Solid-state polymerization for the production of a polymer is performed at a temperature between the glass transition temperature and melting point of the polymer. This reaction temperature can reduce the possibility of heat-induced side reactions. Solid-state polymerization is performed in the absence of solvents. Accordingly, solid-state polymerization is free from disadvantages associated with the use of solvents, unlike solution polymerization. Solid-state polymerization for the production of a polymer is generally performed by the following procedure. First, a prepolymer having a low molecular weight is produced by melt polymerization. The prepolymer is pulverized into a powder, and then the prepolymer powder is introduced into a suitable reactor, such as a packed bed reactor, a fluidized bed reactor, a fixed bed reactor or a moving bed reactor. The prepolymer is polymerized in a solid state at a temperature between the glass transition temperature and melting point of the polymer while feeding a continuous flow of a sweep fluid for removal of by-products into the reactor. The polymerization increases the molecular weight of the prepolymer.

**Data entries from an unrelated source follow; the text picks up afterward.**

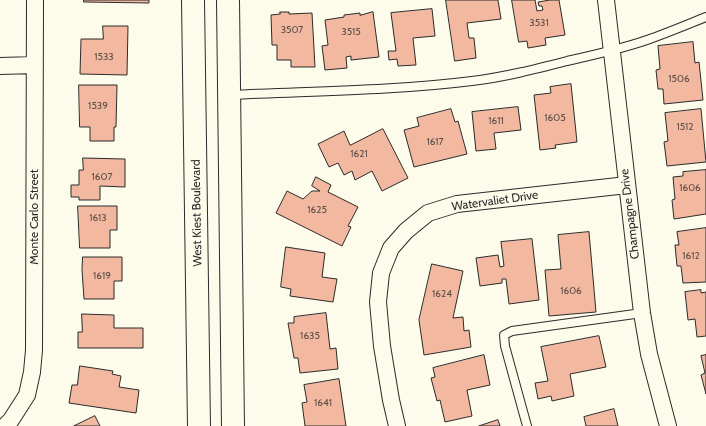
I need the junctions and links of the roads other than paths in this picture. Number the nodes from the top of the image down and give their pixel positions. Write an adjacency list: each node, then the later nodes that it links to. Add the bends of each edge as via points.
1 (35, 0): 7 (street, Monte Carlo Street)
2 (194, 0): 13 (main road, West Kiest Boulevard)
3 (228, 0): 9 (main road)
4 (606, 0): 6 (street, Champagne Drive)
5 (706, 17): 6 (lane, via 647,40)
6 (612, 50): 9 (lane, via 521,73 473,81 416,87); 10 (street, Champagne Drive)
7 (35, 65): 8 (street); 14 (street, Monte Carlo Street, via 34,350 27,395)
8 (0, 66)
9 (229, 95): 12 (main road)
10 (627, 185): 11 (street, Champagne Drive); 17 (street, Watervaliet Drive, via 457,204 428,213 406,231 391,248 381,272 378,302 383,354)
11 (642, 313): 18 (lane, via 512,331 504,335); 19 (street, Champagne Drive, via 649,354)
12 (232, 370): 13 (main road); 16 (main road)
13 (199, 371): 15 (main road, West Kiest Boulevard)
14 (5, 426)
15 (200, 426)
16 (233, 426)
17 (397, 426)
18 (527, 426)
19 (668, 426)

The presence of an aromatic monomer in a polyamide increases the crystallinity of the polyamide and ensures superior heat resistance, stiffness and dimensional stability of the polyamide. Due to these advantages, polyamides can be used as engineering plastics in a wide range of applications where high strength and good heat resistance are required, particularly, electronic/electrical materials, such as surface mounting devices (SMTs), LED reflectors and I/O connectors, lightweight interior/exterior materials for automotive vehicles capable of substituting for metals to reduce the weight of automotive vehicles and protect automotive vehicles from corrosion, industrial materials, and aeronautical materials, which are usually produced by injection molding. Examples of such semi-aromatic polyamides include polyamide 4,T produced from terephthalic acid and 1,4-butanediamine, and polyamide 6,T produced from terephthalic acid and hexamethylenediamine.
Polyamide 4,T and polyamide 6,T have high crystallinity and superior heat resistance but are not suitable for injection molding due to their higher melting temperatures, 430° C. and 370° C., respectively, than those of conventional polyamides. Accordingly, it is difficult to use the polyamides in the above-described applications. Thus, attempts have been made to produce highly heat resistant copolyamides suitable for injection molding by adjusting the melting points of polyamide 4,T and polyamide 6,T within the range of 300 to 330° C. As the copolyamides, copolyamide 4,T/4,6, copolyamide 6,T/4,6, and copolyamide 4,T/6,T/4,6 have been proposed. Copolyamide 4,T/4,6 is obtained by copolymerization of polyamide 4,6 produced from adipic acid and 1,4-butanediamine and polyamide 4,T. Copolyamide 6,T/4,6 is obtained by copolymerization of polyamide 4,6 and polyamide 6,T. Copolyamide 4,T/6,T/4,6 is obtained by copolymerization of polyamide 4,6, copolyamide 4,T and polyamide 6,T.
Efforts have been made to produce semi-furanic copolyamides as substitutes for semi-aromatic copolyamides by introducing FDCA instead of terephthalic acid. However, the colors of the semi-furanic copolyamides tend to change or the molecular weights of the semi-furanic copolyamides are not sufficiently high. Due to these problems, none of the semi-furanic copolyamides reported hitherto are successful. Under such circumstances, there is a need for a novel semi-furanic copolyamide and a preparation method thereof.